Pachamama means “Mother Earth” in Quechua and Aymara, two of the main languages spoken by the aboriginal people of my country. Ancient Peruvian cultures, like many others in the world, treated the land (the world, the universe) with care and respect because they knew that life depended on it.
Danny describes his new adventure like Modern Australian cuisine with Peruvian and Japanese influences (his blood, like mine, has both). I’d dare to say that it’s mainly Peruvian, but Latin American could be a better classification. Which is not a bad thing, specially in the bar; Peruvian pisco is awesome but wine is terrible. Luckily, they have good reds and wines from elsewhere.
We didn’t even look at the cocktails board and ordered pisco sours to start. Less thick and sweet (win!) than usual, tangy and refreshing. A mysterious red/pink substance stained the froth instead of the traditional dash of bitters.
Pisco sour ($16)
For the rest of the meal, we chose the 2010 Misterio Malbec from Argentina that was not bad at all.
2010 Misterio Malbec ($9 a glass)
The top section of the menu contains five kinds of cebiche (correctly spelled!): classic, a la piedra (hot, with seafood), Nisei, Jalisco (Mexican-style), and tiradito. We wanted one of each but thought that two would be a good number to be able to try more dishes. The chosen ones were the classic: snapper, lime, green chili, coriander, and sweet potato chips, and the Nisei (meaning children of Japanese parents born overseas): grilled octopus, yuzu dressing & yaki onigiri.
The classic cebiche was excellent: the fish had been cut tiradito/sashimi style, the lime was very sour (the way I like it), and the chips provided sweetness and crunch. Minor bad news for heat lovers and/or big eaters: the chili wasn’t noticeable (a saucer with rocoto would be a nice-to-have feature) and the portion was very small.
Cebiche classic ($15)
The Nisei cebiche was very different to all other Japanese-influenced cebiches/tiraditos I’ve had, in a good way. It was the most tender octopus I’ve ever had. The dressing, while subtle, had a chili kick to it, and this version of yaki onigiri (with potato starch, as we were told by the waitress) rounded off the dish texture-wise. I enjoyed this cebiche as much as the other.
Cebiche Nisei ($15)
The other two dishes arrived a bit too early but didn’t suffer too much from sitting at room temperature. First was the seared wagyu rump, roasted okra & anticucho sauce, a Peruvian interpretation of the classic beef tataki that worked very well. Gladys declared this her favourite dish.

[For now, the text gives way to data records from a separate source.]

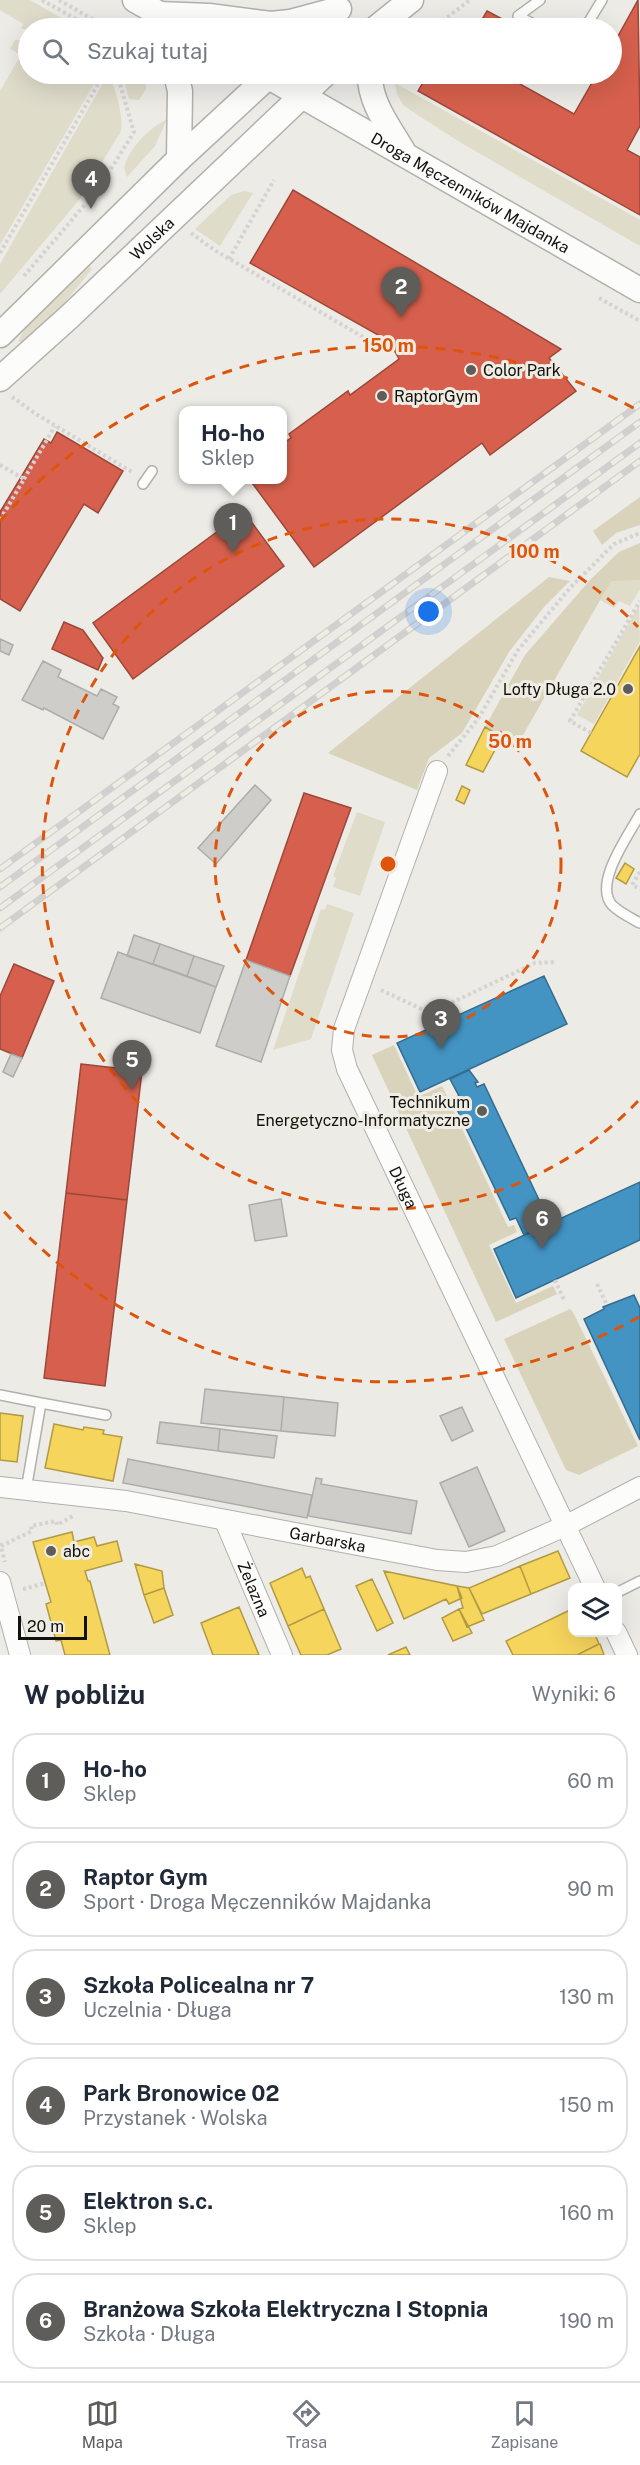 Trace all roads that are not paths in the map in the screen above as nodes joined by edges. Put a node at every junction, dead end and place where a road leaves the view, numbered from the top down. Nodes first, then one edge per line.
1 (135, 0) edge
2 (411, 0) edge
3 (540, 0) edge
4 (602, 0) edge
5 (345, 4) edge
6 (157, 18) edge
7 (190, 18) edge
8 (224, 18) edge
9 (302, 18) edge
10 (328, 18) edge
11 (388, 18) edge
12 (522, 18) edge
13 (591, 18) edge
14 (178, 84) edge
15 (258, 84) edge
16 (284, 84) edge
17 (315, 84) edge
18 (371, 84) edge
19 (303, 96) junction
20 (404, 153) junction
21 (179, 159) junction
22 (640, 290) edge
23 (0, 335) edge
24 (4, 379) edge
25 (152, 471) dead end
26 (143, 484) dead end
27 (436, 771) road end
28 (640, 814) edge
29 (640, 923) edge
30 (0, 1395) edge
31 (41, 1403) junction
32 (106, 1415) dead end
33 (0, 1486) edge
34 (640, 1488) edge
35 (26, 1490) junction
36 (225, 1521) junction
37 (565, 1526) junction
38 (640, 1581) edge
39 (0, 1582) edge
40 (593, 1583) edge
41 (622, 1590) edge
42 (618, 1637) edge
43 (20, 1655) edge
44 (282, 1655) edge
45 (627, 1655) edge

1 - 6 street
2 - 11 street
3 - 12 lane
4 - 13 lane
5 - 9 street
5 - 10 street
7 - 8 street
14 - 21 street
15 - 21 street
16 - 19 street, Droga Męczenników Majdanka
17 - 19 street, Wolska
18 - 20 street
19 - 20 street, Droga Męczenników Majdanka
19 - 24 street, Wolska
20 - 22 street, Droga Męczenników Majdanka
21 - 23 street
25 - 26 lane
27 - 37 street, Długa
28 - 29 lane
30 - 31 lane
31 - 32 lane
31 - 35 lane
33 - 35 street, Garbarska
34 - 37 street, Garbarska
35 - 36 street, Garbarska
36 - 37 street, Garbarska
36 - 44 street, Żelazna
37 - 40 street, Długa
38 - 41 lane
39 - 43 street
42 - 45 street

Seared wagyu rump, roasted okra & anticucho sauce ($16)
Next came the Chilean sea bass, roasted scallops, yucca & panca sauce (ají panca is a dried red Peruvian chili that is the base of many traditional dishes). The fish and scallops were perfectly cooked, the sauce was delicious and moreish. It was my favourite dish of the night.
Chilean sea bass, roasted scallops, yucca & panca sauce ($27)
Four dishes later we were still hungry (and we thought we had ordered too much!). We opted for the salchipapas: smoked frankfurter, roasted potatoes & ají amarillo mayonnaise, a more refined rendition of the classic fast food dish (fried sliced frankfurter and chips). Good sausage and potatoes, great sauce.
We didn’t sample the whole spectrum of dishes but found the ones we chose were consistent in quality. The downside? Portions are smaller than prices (call it “gourmet” food, if you like), specially for a full-time student like me.